Jones, an outside linebacker, is regarded as a probable first-round pick in the NFL Draft. He ran the 40 in an unimpressive 4.92 seconds in less than ideal conditions. Temperatures were in the mid-30s when players were timed on Georgia’s artificial turf practice field.
Linebacker Alec Ogletree, another possible first-round pick, was clocked at 4.63 seconds.
The strong turnout from the NFL included head coaches Mike Smith of Atlanta, Rex Ryan of the Jets and Mike Tomlin of Pittsburgh. Among the assistants attending were defensive coordinators Jack Del Rio of Denver and Rob Ryan of New Orleans and Chargers offensive coordinator Ken Whisenhunt, the former Arizona coach who is an Augusta native.
BEARS: Brian Urlacher said Thursday that he doesn’t think Chicago’s front office was being genuine when it said that it wanted him to re-sign with the team.
The Bears announced Wednesday that they were unable to come to a free-agent deal with Urlacher and were moving on without one of the greatest linebackers in franchise history.
Urlacher told Mike & Mike in the Morning on ESPN Radio that he tried to stay out of the negotiations, “but it was hard for me to stay out of that, because it got a little personal there at the end, just because I think I have so much passion for the team.

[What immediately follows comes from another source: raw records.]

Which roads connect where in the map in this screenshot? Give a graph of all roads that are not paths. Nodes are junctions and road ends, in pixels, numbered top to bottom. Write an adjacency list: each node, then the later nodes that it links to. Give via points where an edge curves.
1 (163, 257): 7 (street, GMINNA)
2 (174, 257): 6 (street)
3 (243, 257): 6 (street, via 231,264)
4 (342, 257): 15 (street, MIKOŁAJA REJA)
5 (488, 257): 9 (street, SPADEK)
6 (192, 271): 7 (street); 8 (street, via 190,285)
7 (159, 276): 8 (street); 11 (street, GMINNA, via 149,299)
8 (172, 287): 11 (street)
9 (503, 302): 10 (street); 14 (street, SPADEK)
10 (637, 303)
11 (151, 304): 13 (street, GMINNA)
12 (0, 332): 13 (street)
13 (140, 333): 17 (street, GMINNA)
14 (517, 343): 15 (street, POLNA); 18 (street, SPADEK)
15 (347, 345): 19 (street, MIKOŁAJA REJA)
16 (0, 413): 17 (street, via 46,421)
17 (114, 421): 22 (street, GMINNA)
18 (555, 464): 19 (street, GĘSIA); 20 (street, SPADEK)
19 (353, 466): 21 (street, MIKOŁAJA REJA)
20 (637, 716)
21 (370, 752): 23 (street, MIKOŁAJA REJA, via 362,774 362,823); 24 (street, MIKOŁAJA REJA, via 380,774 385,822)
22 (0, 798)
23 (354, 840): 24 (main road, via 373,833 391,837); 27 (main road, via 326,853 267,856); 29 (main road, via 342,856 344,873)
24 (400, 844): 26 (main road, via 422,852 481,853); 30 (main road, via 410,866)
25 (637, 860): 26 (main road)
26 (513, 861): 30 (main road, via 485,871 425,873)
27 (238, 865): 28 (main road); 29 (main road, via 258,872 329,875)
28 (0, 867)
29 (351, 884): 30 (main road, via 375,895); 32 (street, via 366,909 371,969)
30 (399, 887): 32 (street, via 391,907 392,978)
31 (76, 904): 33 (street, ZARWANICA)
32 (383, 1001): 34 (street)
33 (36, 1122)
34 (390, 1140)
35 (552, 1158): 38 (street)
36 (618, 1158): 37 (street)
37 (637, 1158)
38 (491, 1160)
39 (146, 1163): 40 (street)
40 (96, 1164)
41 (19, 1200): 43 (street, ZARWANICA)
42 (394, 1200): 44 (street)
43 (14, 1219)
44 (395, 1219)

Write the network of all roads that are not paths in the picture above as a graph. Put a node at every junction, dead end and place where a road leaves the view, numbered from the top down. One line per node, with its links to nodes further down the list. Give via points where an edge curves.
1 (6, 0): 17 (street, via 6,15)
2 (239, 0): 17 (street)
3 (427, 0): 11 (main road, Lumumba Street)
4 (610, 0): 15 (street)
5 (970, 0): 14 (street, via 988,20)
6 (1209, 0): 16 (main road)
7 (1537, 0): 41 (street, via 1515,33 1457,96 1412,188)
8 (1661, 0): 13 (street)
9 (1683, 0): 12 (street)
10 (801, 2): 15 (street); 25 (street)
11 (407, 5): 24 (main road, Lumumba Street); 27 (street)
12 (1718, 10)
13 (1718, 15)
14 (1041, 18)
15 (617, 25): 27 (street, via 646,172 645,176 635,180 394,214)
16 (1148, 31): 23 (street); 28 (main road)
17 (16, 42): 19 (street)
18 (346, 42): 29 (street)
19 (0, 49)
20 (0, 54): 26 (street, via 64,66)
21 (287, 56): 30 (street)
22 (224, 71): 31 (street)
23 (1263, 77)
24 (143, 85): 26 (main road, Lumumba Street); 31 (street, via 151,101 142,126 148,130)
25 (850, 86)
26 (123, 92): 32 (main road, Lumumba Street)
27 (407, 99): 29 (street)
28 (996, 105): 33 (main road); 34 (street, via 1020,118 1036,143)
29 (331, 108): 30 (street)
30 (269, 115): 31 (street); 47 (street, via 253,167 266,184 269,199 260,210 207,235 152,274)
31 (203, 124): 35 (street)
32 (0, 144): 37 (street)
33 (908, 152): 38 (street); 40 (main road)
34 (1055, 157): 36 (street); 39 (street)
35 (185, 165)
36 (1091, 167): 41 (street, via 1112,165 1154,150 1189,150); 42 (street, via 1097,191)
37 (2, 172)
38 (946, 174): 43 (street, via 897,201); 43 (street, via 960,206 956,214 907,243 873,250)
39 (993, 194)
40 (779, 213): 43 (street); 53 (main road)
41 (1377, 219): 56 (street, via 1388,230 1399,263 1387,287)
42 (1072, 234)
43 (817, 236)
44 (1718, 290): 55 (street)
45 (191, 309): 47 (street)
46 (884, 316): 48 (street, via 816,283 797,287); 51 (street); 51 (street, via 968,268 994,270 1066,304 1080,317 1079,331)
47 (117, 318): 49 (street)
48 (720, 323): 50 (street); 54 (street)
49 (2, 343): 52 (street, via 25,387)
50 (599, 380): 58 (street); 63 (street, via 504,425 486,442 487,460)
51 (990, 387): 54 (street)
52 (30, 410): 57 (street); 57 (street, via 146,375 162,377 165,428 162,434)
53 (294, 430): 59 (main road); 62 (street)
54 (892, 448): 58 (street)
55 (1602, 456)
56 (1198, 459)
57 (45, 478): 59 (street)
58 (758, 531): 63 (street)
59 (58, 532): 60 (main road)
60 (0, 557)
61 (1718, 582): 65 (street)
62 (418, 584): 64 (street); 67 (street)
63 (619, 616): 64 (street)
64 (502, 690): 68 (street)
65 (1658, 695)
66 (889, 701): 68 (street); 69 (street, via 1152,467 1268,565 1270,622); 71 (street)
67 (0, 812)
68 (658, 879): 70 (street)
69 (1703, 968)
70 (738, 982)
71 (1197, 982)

“I wanted to be a Bear. I wanted to play here and finish my career here, and I think that’s what kind of made me mad too,” he said.
TITANS: Chris Johnson isn’t happy that he might have to share carries in the Tennessee backfield this season.
The running back told The (Nashville) Tennessean that he was unsure why the Titans signed Shonn Greene in free agency. Johnson said Greene’s three-year, $10 million contract indicates he was signed to do more than just be used in short-yardage situations.
“I have never been a big fan of the two-back system, so I don’t know how we plan on using him,” Johnson told the newspaper.
HILL DIES: In Florence, Ala., Harlon Hill, the former star receiver for the Chicago Bears whose name adorns the NCAA Division II player of the year trophy, has died. He was 80.
Jeff Hodges, chairman of the National Harlon Hill Award Committee, says Hill died Thursday after a lengthy illness.